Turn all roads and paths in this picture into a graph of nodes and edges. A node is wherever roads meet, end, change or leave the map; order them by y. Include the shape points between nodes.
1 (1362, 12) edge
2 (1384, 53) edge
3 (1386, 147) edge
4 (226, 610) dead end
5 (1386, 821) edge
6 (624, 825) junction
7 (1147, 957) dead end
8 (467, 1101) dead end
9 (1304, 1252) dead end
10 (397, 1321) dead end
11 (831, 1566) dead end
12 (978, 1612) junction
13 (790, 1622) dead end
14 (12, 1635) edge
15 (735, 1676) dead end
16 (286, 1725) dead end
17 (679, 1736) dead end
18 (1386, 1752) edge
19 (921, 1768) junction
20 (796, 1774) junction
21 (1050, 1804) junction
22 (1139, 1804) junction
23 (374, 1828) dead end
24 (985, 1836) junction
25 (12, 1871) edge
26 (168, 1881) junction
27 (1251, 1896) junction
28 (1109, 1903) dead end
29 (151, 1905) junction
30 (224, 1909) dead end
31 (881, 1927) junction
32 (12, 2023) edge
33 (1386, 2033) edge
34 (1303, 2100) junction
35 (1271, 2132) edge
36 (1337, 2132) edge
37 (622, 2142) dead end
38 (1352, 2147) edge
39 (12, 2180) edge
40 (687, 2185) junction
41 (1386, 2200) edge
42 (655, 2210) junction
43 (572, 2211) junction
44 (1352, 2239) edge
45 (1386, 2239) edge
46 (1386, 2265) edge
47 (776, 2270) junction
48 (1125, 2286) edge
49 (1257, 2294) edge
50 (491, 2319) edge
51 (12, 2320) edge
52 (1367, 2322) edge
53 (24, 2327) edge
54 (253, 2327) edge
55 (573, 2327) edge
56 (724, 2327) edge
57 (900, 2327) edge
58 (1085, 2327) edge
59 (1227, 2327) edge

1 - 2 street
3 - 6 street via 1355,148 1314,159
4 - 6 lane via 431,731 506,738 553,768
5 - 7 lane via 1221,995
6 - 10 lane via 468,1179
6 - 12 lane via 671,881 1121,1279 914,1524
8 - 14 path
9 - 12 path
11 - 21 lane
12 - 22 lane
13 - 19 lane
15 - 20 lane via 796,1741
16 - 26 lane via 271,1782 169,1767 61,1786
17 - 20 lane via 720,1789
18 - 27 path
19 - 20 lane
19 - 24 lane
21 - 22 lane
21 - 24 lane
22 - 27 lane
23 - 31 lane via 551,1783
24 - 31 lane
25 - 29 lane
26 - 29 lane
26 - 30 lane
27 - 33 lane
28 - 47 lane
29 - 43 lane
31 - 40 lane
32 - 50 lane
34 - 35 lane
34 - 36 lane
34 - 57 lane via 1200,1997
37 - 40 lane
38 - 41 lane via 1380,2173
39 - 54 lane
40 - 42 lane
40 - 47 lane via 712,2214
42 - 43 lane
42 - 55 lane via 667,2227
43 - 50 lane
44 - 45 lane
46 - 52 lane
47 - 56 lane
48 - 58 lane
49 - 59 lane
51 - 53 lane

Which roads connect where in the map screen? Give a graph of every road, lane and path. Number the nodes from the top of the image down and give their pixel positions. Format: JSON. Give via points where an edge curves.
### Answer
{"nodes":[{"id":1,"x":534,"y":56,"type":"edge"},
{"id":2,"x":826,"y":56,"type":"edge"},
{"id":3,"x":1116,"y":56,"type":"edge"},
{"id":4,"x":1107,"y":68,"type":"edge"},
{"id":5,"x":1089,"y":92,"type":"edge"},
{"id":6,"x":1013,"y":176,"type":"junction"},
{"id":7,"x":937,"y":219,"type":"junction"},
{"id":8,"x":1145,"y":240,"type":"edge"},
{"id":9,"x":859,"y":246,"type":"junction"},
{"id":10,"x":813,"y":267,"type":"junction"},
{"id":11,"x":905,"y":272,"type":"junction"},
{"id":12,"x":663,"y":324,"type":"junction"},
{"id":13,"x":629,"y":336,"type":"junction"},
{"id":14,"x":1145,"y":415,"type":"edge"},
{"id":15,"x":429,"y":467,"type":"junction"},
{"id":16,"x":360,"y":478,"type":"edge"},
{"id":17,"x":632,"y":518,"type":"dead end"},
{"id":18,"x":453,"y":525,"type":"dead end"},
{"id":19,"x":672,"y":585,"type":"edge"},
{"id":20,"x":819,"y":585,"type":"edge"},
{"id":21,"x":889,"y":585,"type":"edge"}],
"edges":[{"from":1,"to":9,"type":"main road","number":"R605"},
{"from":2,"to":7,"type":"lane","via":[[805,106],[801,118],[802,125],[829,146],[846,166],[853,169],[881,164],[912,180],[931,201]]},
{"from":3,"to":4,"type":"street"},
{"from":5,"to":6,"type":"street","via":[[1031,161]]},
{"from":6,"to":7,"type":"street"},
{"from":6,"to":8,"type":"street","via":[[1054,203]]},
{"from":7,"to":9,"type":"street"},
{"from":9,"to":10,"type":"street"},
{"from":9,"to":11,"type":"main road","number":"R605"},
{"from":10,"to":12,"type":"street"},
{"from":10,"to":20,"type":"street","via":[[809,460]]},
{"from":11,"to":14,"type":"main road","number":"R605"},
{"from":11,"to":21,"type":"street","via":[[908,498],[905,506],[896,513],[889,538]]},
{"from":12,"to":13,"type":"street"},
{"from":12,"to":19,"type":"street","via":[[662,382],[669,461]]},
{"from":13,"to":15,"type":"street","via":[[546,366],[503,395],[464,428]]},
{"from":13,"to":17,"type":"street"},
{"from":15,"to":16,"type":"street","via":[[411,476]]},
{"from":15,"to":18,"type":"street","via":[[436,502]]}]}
========
-- Task statement --
State the number of lines above that contain "roads". Write nothing besides it.

-- Written solution --
2